En los últimos años, la Patagonia argentina se consolidó como una de las regiones más importantes del mundo para el estudio de dinosaurios. A cada temporada de excavación se suman nuevas especies, algunas de ellas colosales y otras, como en este caso, de dimensiones mínimas pero de enorme valor científico.

El equipo de investigación continuará con el análisis de laboratorio para determinar con mayor precisión la edad de los fósiles y su posición dentro del árbol evolutivo de los dinosaurios. También se proyectan futuras campañas en la zona para buscar más restos que permitan completar el esqueleto y entender mejor su anatomía.

Para la comunidad científica, este descubrimiento es una nueva pieza en el rompecabezas de la vida prehistórica en Sudamérica y, al mismo tiempo, una oportunidad para acercar la paleontología al público general a través de exhibiciones en museos, charlas y material educativo.

Un hallazgo que también impulsa el turismo científico

Más allá del impacto académico, este tipo de noticias suele potenciar el turismo paleontológico en la región patagónica, donde ya funcionan circuitos y museos dedicados a los dinosaurios.
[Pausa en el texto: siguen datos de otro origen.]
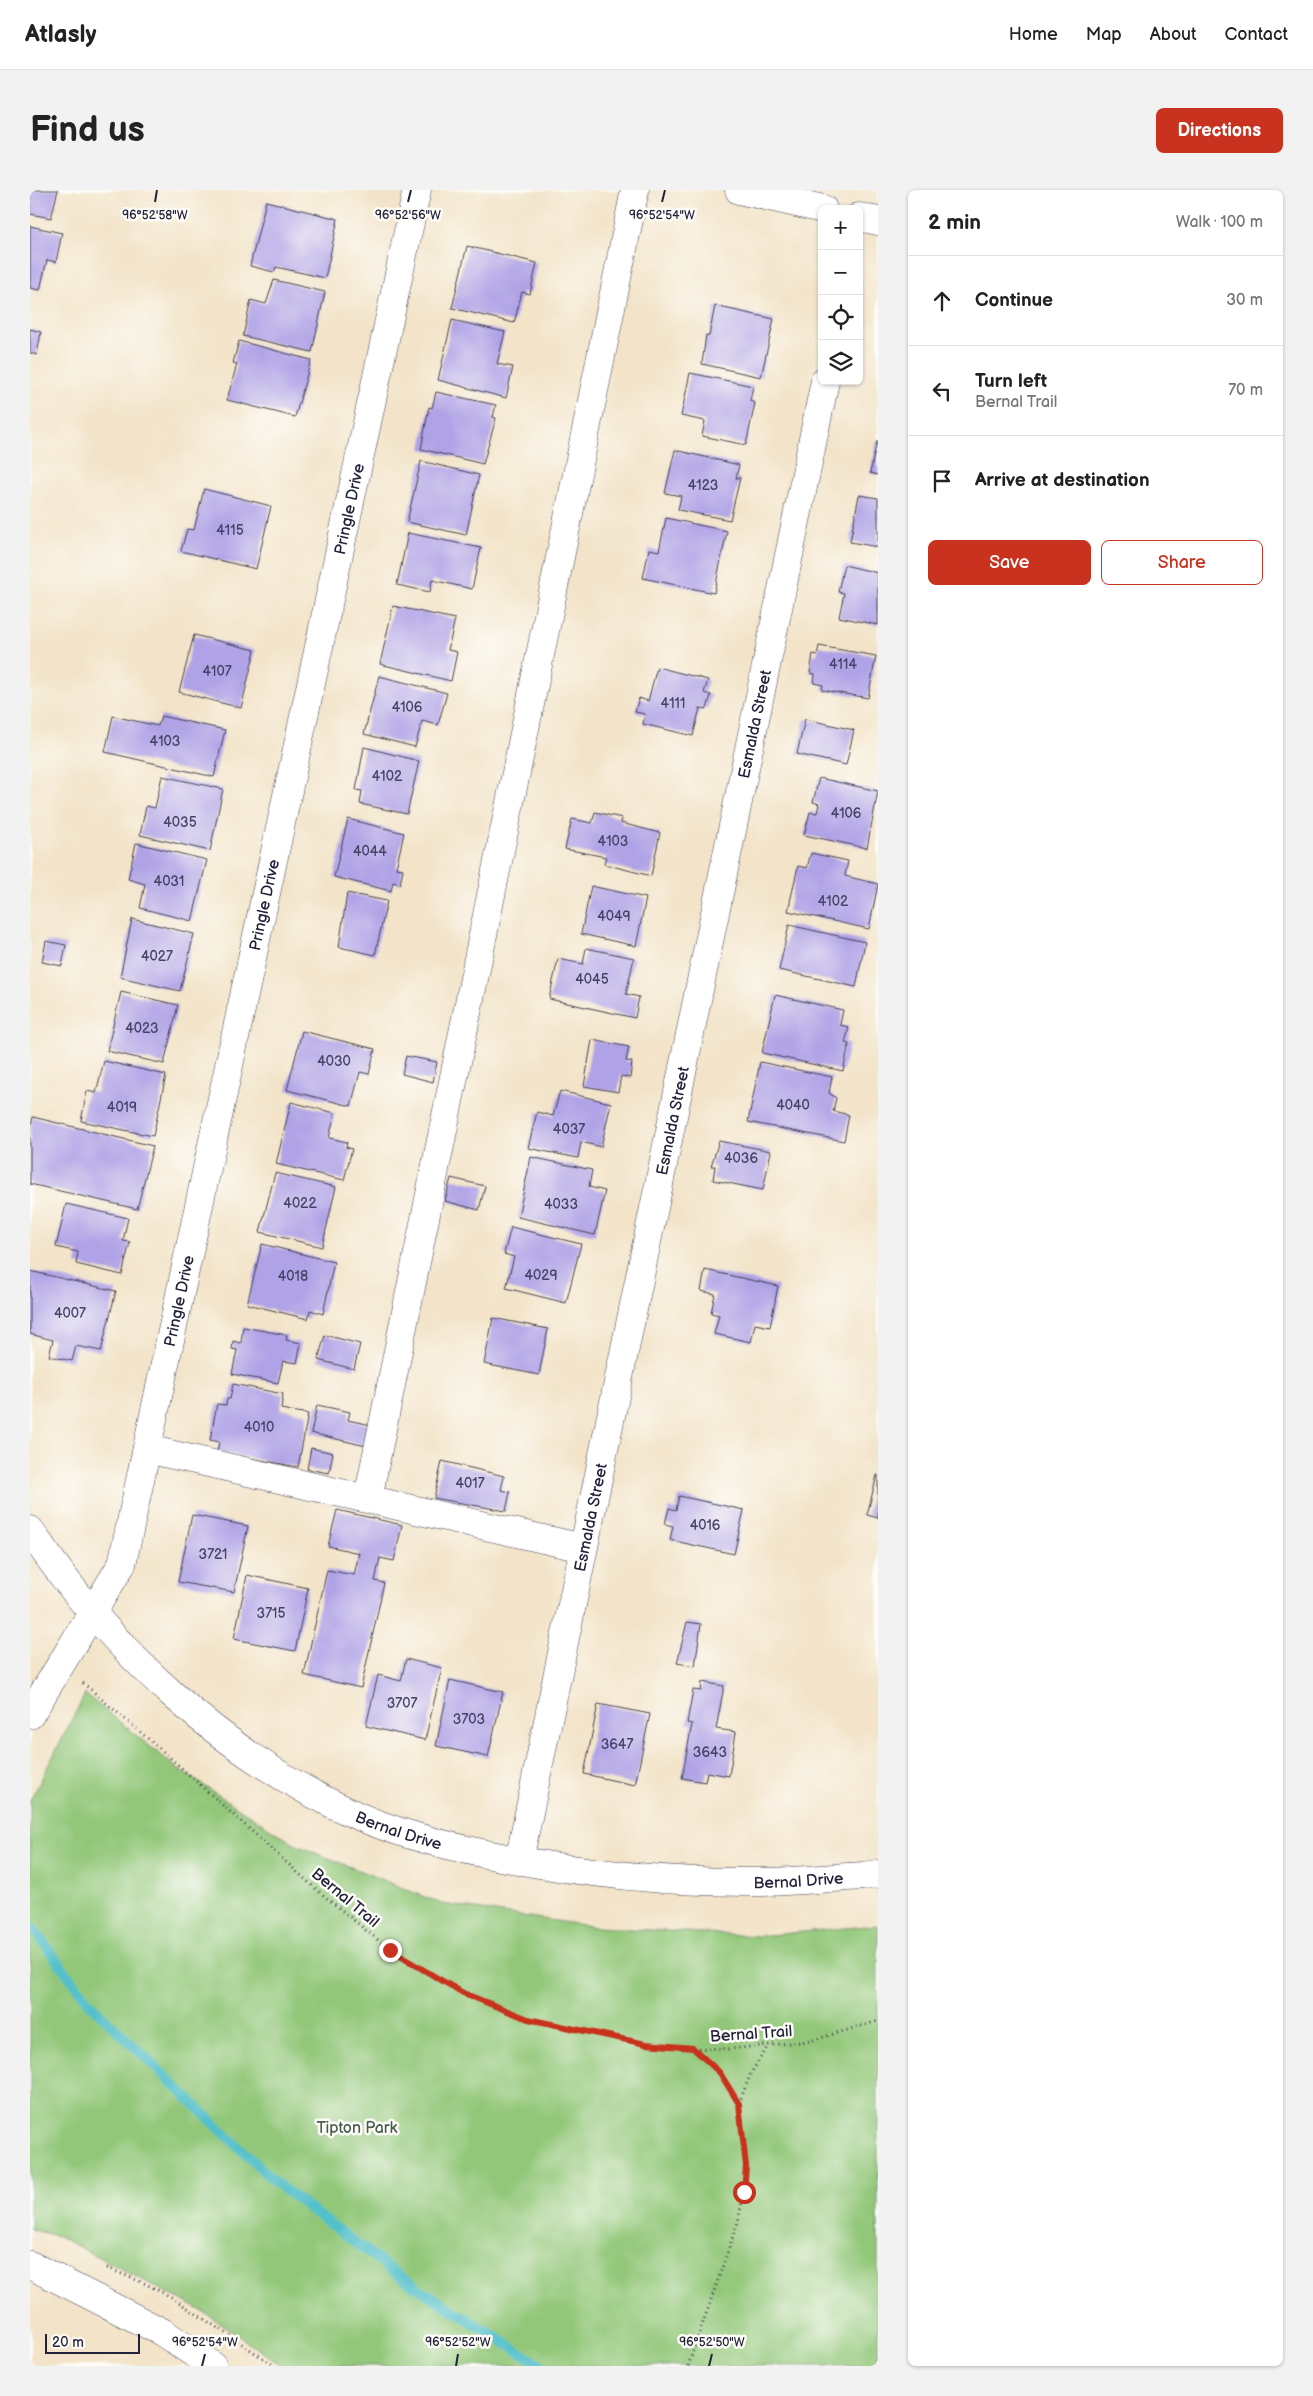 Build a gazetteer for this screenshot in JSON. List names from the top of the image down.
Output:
{
  "streets": {
    "street": ["Pringle Drive", "Esmalda Street", "Bernal Drive"],
    "path": ["Bernal Trail"]
  },
  "crossings": [
    ["Pringle Drive", "Bernal Drive"],
    ["Pringle Drive", "Bernal Trail"],
    ["Esmalda Street", "Bernal Drive"]
  ],
  "parks": ["Tipton Park"],
  "house_numbers": [
    "4123",
    "4115",
    "4114",
    "4107",
    "4111",
    "4106",
    "4103",
    "4102",
    "4106",
    "4035",
    "4103",
    "4044",
    "4031",
    "4102",
    "4049",
    "4027",
    "4045",
    "4023",
    "4030",
    "4040",
    "4019",
    "4037",
    "4036",
    "4022",
    "4033",
    "4029",
    "4018",
    "4007",
    "4010",
    "4017",
    "4016",
    "3721",
    "3715",
    "3707",
    "3703",
    "3647",
    "3643"
  ],
  "scale_bar": "20 m",
  "page": {
    "header": "Atlasly",
    "nav": [
      "Home",
      "Map",
      "About",
      "Contact"
    ],
    "buttons": [
      "Directions",
      ["Save", "Share"]
    ],
    "title": "Find us",
    "heading": ["2 min", "Walk · 100 m"],
    "map_buttons": ["+", "−"],
    "list": [
      ["Continue", "30 m"],
      ["Turn left", "Bernal Trail", "70 m"],
      "Arrive at destination"
    ],
    "scale": "20 m"
  },
  "coordinates": [
    "96°52'58\"W",
    "96°52'56\"W",
    "96°52'54\"W",
    "96°52'52\"W",
    "96°52'50\"W"
  ]
} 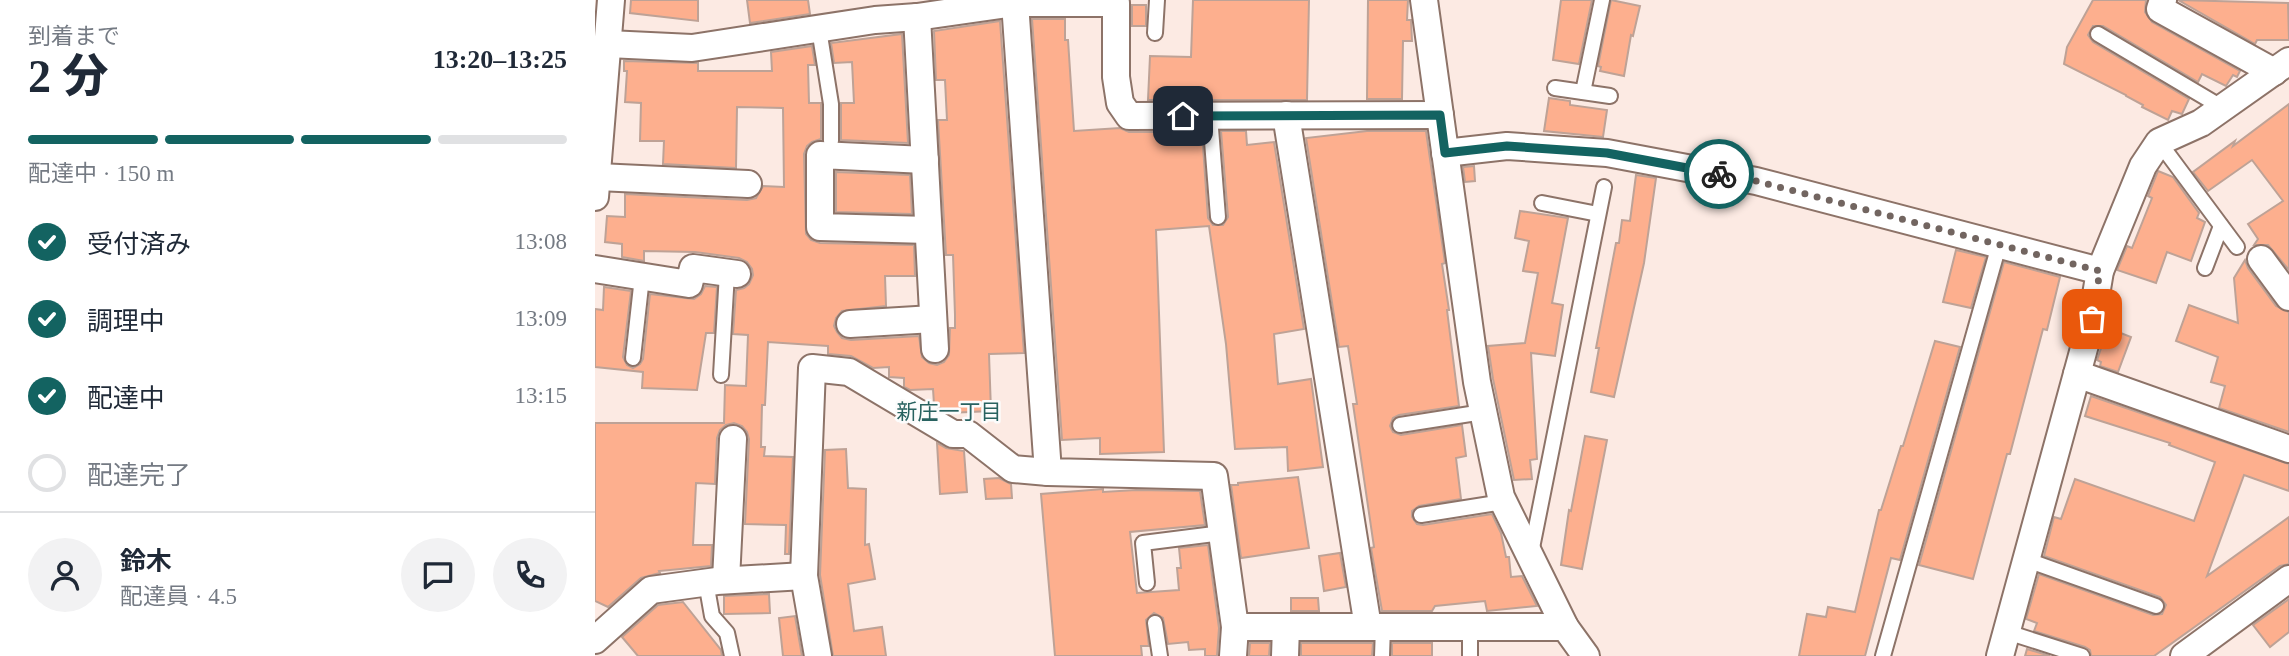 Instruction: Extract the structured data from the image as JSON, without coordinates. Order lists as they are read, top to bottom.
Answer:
{
  "districts": ["新庄一丁目"],
  "page": {
    "heading": ["2 分", "到着まで", "13:20–13:25"],
    "panel": ["鈴木", "配達員 · 4.5"],
    "bar": "配達中 · 150 m",
    "list": [
      ["受付済み", "13:08"],
      ["調理中", "13:09"],
      ["配達中", "13:15"],
      "配達完了"
    ]
  }
} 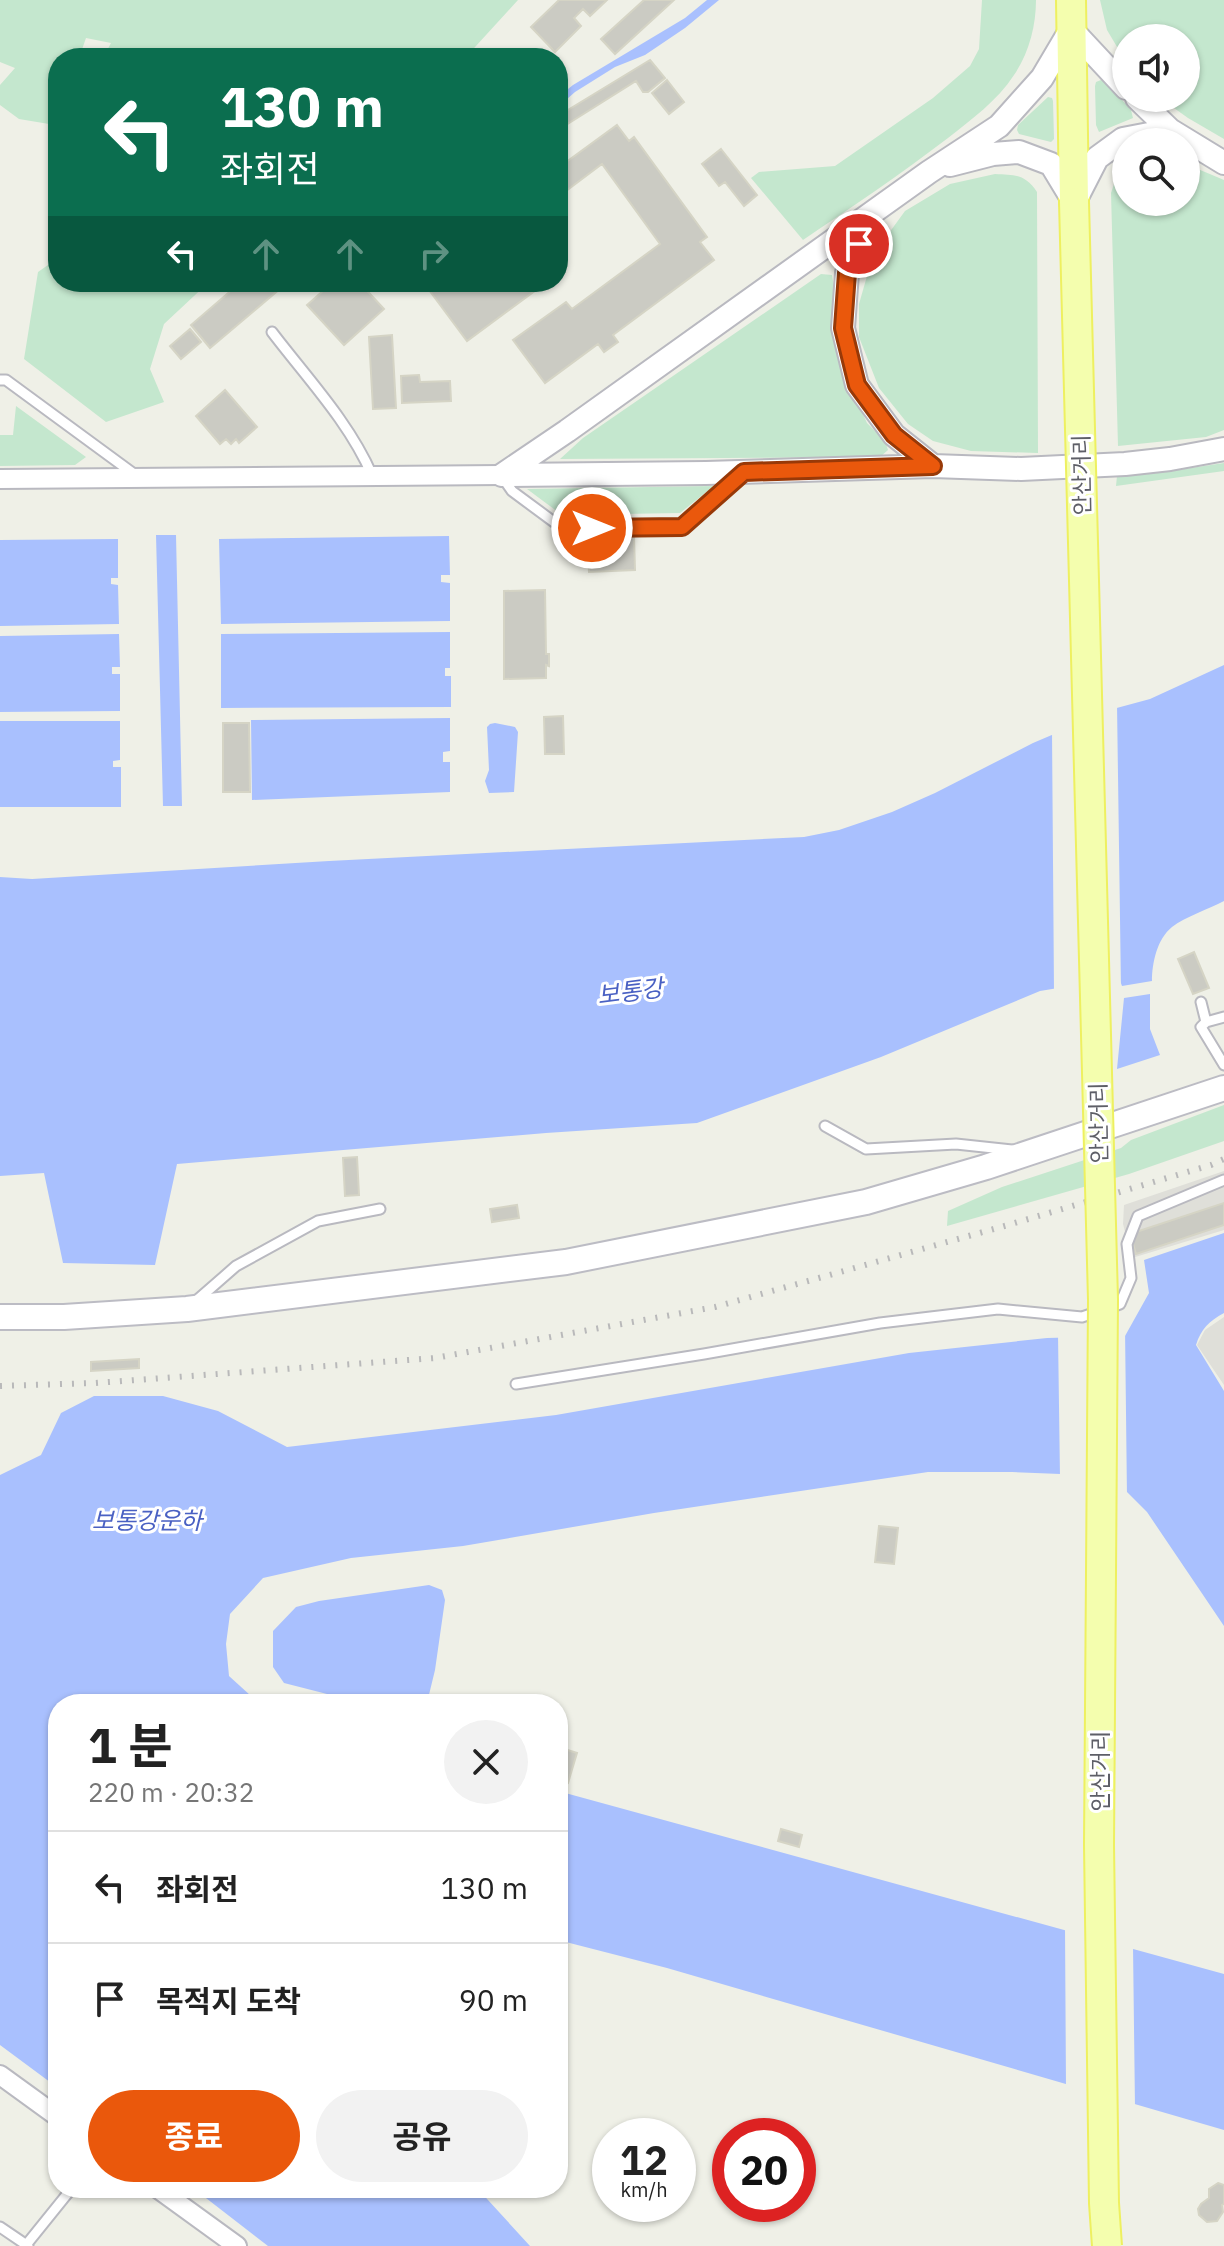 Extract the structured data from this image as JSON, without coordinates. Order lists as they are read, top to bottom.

Las autoridades locales esperan que el interés por este pequeño animal atraiga a visitantes y refuerce la identidad científica de la zona.

Con cada nuevo fósil que sale a la luz, se confirma que gran parte de la historia de los dinosaurios sigue enterrada bajo el suelo argentino, a la espera de ser contada. Y, en este caso, la protagonista no es una bestia gigantesca, sino un diminuto dinosaurio que desafía lo que creíamos saber sobre el tamaño de estos antiguos habitantes del planeta.